Dunque nel 1970 Gaslini viene invitato dal regista Ugo Liberatore a comporre l’original movie picture soundtrack per il film Bali, un drammone à la page inerente il trend esotico/erotico con le vicende dei due amici, Glenn (John Steiner) e Carlo (Umberto Orsini) entrambi sulla meravigliosa isola di Bali (da poco scoperta dal turismo di massa) per scrivere un nuovo libro. Glenn, stanco e irresoluto, sul piano caratteriale, vuole trascorrere un periodo tranquillo in quest’angolo paradisiaco, mentre Carlo, privo di dubbi o gentilezze si fa beffe di lui. A soccorrere Glenn arriva la bella giovane Daria (Laura Antonelli), moglie di Carlo, intenta a curare il malessere dell’amico fino a proporgli il proprio amore. Il gesto compassionevole forse di eccessiva generosità appare controproducente, giacché non impediscono all’uomo sempre più depresso di suicidarsi.
Originariamente uscito con il titolo Incontro d’amore a Baliè un flop al botteghino, ma dopo appena un lustro la sensuale protagonista, grazie ai successivi Il merlo maschio, Malizia, Sessomatto, Peccato veniale, diventa una star del cinema italiano sempre più fruita quale sex symbol, ragion per cui il produttore Alfredo Bini rimette in circolo la pellicola con un nuovo montaggio con scene inedite girate apposta dal regista Paolo Heusch con gli attori Ettore Manni (il commissario) e Ilona Staller (la vittima); e ridistribuito come Incontro d’amore, il lungometraggio riscuote in sala un enorme successo, cronologicamente in parallelo all’exploit di Gaslini come jazzman popolar soprattutto negli ambienti universitari.

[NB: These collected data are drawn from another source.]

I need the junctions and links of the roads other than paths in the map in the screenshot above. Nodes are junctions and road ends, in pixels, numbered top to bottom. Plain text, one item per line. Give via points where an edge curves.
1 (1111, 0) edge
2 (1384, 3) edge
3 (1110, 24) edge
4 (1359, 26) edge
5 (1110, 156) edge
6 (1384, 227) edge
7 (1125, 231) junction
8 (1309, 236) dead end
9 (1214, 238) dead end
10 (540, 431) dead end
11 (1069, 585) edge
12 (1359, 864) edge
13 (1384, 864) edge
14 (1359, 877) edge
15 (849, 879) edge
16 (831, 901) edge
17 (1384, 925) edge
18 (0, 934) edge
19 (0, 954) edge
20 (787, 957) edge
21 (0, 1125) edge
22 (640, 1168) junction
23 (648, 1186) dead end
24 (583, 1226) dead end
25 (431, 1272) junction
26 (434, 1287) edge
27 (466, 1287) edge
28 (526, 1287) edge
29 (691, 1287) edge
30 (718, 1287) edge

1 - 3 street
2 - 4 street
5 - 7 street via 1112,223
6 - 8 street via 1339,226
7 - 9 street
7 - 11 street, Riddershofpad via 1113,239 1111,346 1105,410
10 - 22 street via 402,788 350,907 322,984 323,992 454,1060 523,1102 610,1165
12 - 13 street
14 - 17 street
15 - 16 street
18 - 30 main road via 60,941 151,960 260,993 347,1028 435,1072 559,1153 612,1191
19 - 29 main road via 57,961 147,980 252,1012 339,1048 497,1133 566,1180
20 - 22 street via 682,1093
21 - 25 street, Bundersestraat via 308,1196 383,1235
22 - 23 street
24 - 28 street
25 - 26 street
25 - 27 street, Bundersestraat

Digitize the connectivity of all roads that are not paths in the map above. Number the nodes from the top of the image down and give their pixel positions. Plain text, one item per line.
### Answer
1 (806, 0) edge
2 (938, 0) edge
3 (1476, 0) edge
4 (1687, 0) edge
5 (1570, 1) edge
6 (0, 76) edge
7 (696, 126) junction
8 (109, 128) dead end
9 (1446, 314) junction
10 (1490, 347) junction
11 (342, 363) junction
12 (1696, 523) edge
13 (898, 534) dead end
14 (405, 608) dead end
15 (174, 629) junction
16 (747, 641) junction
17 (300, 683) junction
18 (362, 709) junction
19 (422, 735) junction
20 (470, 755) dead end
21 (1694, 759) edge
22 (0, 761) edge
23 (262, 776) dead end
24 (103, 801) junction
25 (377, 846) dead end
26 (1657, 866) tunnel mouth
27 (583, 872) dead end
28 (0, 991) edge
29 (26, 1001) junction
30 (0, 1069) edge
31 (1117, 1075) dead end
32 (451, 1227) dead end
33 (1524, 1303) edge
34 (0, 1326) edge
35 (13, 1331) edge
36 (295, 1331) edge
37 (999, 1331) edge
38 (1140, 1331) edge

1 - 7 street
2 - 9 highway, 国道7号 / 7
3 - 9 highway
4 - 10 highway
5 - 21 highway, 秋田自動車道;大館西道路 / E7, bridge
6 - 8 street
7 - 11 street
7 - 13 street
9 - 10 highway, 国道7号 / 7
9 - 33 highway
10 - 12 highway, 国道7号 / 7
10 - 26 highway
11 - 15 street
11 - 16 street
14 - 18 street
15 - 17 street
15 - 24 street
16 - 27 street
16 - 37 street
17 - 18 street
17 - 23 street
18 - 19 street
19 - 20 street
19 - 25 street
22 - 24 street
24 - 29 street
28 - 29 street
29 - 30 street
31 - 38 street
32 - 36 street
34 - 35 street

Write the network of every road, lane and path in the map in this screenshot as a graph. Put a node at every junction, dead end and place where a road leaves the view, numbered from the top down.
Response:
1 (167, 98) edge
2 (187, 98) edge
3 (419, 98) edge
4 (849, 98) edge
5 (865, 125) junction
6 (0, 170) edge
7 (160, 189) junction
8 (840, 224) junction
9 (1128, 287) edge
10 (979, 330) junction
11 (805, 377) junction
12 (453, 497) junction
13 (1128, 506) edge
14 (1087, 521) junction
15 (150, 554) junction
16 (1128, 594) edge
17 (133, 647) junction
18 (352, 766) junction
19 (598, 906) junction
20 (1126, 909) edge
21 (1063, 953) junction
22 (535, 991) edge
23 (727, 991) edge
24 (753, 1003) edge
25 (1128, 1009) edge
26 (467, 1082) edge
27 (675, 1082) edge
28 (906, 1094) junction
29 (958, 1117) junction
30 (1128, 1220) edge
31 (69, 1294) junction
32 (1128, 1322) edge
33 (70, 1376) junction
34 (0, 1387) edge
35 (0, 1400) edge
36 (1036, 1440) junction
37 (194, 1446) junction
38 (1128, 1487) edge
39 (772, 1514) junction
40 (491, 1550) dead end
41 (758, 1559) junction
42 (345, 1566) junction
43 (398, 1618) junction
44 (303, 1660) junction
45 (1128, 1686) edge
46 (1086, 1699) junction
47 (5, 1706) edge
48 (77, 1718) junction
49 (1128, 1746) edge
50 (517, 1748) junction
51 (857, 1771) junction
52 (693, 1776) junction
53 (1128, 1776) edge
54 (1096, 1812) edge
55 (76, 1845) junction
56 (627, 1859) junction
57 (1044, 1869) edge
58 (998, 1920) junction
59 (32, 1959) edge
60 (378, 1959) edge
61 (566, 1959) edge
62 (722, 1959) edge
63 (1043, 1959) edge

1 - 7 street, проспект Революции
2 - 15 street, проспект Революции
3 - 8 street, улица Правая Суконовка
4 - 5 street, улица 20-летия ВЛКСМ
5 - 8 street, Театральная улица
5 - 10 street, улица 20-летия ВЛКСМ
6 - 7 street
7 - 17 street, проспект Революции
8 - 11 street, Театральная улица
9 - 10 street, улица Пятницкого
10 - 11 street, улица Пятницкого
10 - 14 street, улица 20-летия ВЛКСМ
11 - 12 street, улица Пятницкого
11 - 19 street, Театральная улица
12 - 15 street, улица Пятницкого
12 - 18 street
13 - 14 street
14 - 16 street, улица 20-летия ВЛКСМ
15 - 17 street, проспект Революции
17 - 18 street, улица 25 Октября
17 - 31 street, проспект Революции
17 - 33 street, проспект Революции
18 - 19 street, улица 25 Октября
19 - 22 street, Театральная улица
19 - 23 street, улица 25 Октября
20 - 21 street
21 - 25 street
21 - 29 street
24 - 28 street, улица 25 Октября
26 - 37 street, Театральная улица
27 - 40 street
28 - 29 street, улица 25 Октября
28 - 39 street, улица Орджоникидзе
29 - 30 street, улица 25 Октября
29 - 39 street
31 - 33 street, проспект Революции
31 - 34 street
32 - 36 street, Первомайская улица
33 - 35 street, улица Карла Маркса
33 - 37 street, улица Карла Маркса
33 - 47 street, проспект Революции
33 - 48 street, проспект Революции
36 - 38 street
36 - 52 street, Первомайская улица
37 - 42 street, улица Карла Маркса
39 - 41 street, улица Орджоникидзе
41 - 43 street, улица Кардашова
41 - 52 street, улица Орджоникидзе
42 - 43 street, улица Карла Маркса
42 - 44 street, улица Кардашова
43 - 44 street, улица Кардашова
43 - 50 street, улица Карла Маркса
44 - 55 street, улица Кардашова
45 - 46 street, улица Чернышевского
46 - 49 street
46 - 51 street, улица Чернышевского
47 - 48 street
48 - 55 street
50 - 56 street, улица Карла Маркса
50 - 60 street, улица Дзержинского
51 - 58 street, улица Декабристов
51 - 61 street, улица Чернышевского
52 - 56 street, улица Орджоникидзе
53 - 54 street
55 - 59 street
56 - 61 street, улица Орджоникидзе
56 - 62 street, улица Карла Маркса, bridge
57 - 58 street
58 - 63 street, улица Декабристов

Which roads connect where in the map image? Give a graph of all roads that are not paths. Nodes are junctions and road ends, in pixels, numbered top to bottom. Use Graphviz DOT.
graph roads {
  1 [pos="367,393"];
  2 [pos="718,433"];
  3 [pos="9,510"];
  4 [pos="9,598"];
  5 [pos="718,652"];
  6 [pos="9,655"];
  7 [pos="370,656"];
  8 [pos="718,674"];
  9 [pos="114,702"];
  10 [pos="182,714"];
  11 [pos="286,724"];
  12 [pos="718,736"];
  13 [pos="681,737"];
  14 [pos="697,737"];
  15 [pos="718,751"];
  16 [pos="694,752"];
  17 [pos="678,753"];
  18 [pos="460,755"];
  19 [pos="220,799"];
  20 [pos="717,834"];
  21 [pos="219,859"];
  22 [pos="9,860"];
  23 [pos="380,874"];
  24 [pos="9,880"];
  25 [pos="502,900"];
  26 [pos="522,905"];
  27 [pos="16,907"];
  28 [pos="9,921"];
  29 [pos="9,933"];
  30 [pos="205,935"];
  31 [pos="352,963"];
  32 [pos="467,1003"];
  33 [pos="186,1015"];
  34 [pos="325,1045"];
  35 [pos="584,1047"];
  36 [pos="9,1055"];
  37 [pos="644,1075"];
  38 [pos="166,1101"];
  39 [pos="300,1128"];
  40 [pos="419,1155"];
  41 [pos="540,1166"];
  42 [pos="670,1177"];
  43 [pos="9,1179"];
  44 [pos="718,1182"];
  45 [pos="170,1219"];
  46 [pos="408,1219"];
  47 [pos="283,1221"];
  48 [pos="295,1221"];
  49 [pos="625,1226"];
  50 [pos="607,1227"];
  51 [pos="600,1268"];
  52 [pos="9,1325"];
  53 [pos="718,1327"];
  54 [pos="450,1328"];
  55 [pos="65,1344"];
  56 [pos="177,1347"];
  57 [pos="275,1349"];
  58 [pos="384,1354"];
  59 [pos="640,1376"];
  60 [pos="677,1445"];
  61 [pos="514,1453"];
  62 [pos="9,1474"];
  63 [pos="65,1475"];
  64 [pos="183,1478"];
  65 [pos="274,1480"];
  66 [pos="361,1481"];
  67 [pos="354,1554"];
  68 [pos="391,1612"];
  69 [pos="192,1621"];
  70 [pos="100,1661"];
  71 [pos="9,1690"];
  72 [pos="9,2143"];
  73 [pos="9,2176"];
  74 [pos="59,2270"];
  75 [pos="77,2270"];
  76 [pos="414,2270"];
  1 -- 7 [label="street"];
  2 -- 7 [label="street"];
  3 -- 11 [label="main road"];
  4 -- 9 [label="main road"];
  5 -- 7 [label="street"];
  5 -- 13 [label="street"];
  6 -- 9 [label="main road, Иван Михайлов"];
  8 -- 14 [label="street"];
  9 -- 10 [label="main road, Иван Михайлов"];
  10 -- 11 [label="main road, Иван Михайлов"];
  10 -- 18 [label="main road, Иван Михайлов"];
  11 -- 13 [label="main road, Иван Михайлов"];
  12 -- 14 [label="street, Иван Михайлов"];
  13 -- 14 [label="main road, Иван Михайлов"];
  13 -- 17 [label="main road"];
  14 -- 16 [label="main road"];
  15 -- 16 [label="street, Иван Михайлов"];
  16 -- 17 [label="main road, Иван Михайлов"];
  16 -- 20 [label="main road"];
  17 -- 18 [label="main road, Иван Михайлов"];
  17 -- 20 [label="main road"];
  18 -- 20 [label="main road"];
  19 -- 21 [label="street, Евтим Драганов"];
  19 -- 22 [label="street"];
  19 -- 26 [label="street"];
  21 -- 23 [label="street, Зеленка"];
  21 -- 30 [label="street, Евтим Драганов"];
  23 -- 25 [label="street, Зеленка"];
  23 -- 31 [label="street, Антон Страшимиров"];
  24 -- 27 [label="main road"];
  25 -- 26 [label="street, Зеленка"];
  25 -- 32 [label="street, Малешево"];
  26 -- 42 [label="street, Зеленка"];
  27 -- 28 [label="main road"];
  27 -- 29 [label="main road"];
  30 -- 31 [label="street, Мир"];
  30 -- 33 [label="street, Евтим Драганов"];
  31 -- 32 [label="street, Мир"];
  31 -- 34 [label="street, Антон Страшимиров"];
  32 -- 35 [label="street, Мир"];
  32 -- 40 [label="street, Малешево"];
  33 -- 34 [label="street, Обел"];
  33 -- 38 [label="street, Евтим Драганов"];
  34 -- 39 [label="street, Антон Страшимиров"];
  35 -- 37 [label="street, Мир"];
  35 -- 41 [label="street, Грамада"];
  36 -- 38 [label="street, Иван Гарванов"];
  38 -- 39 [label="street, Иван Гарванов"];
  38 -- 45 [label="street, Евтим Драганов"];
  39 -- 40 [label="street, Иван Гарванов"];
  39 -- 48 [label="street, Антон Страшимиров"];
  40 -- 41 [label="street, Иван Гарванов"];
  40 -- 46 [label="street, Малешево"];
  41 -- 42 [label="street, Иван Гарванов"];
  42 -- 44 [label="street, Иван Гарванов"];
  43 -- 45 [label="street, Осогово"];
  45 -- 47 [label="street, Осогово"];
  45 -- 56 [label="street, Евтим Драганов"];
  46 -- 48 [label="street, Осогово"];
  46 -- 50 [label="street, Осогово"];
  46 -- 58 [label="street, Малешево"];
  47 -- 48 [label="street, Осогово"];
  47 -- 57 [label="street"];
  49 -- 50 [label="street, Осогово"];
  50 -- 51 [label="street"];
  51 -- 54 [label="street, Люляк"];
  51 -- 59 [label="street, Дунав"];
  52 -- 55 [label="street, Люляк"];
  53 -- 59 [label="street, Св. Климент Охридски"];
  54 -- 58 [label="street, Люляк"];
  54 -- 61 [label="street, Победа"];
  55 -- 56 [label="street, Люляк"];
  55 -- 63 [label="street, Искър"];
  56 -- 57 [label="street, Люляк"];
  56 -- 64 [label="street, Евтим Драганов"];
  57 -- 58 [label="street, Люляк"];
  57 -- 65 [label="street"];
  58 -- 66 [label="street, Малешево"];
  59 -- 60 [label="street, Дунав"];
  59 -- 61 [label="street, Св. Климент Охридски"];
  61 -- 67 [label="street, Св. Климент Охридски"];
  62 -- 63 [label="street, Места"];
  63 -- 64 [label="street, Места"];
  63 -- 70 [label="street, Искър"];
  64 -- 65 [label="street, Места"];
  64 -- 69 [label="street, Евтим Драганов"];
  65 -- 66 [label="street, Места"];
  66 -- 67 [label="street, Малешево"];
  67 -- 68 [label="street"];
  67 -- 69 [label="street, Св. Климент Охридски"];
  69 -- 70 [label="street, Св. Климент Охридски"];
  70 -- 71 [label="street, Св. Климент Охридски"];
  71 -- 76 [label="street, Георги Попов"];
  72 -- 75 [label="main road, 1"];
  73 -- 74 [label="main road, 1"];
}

Passando ora, in breve alla colonna sonora, va sottolineato anzitutto il fatto che la copertina originaria, come abitudine dell’epoca, evita qualsiasi dato tecnico, salvo indicare che si tratta di musiche composte e dirette da Gaslini , che il coro è quello dei cantori Moderni di Alessandroni, che la voce solista è Edda Dell’Orso. Musicalmente, come rivelato da molti, lo score possiede due anime distinte; da un lato, più o meno in corrispondenza dei primi dieci pezzi (lato A) il suono risulta essenziale, diretto, scarna, in perfetta coincidenza con l’edizione primaria (pubblicata in origine nel 1971 dalla Cinevox): c’è dunque una bella alternanza fra cadenze, timbri, melodie tribali provenienti da strumenti a corde e a percussioni, e fra ritmi moderni oggi magari vintage nel senso delle atmosfere lounge e beat precipue dei mid Sixties, non senza qualche classico essenziale arrangiamento, dove prevalgono di flauti e archi. La seconda anima, che riguarda i dieci paralleli brani del lato B, risulta in fondo la stessa colonna sonora, ma in versione completamente alternata, grazie alle puntualizzazioni maggiormente classicheggianti, con un taglio per così dire sinfonico che è d’altronde merito di un’autentica orchestra, in uno stile score hollywoodiano, ulteriormente accentuato dagli interventi corali. Oggi Bali di Giorgio Gaslini verrebbe definita un misto di jazz, folk, pop, classica, etnica con una lungimiranza world music, che suona quasi ante litteram.
Cfr.. Gaslini Giorgio, Bali. Original Motion Picture Soundtrack (Cinevox 1971 e AMS Reords 2022).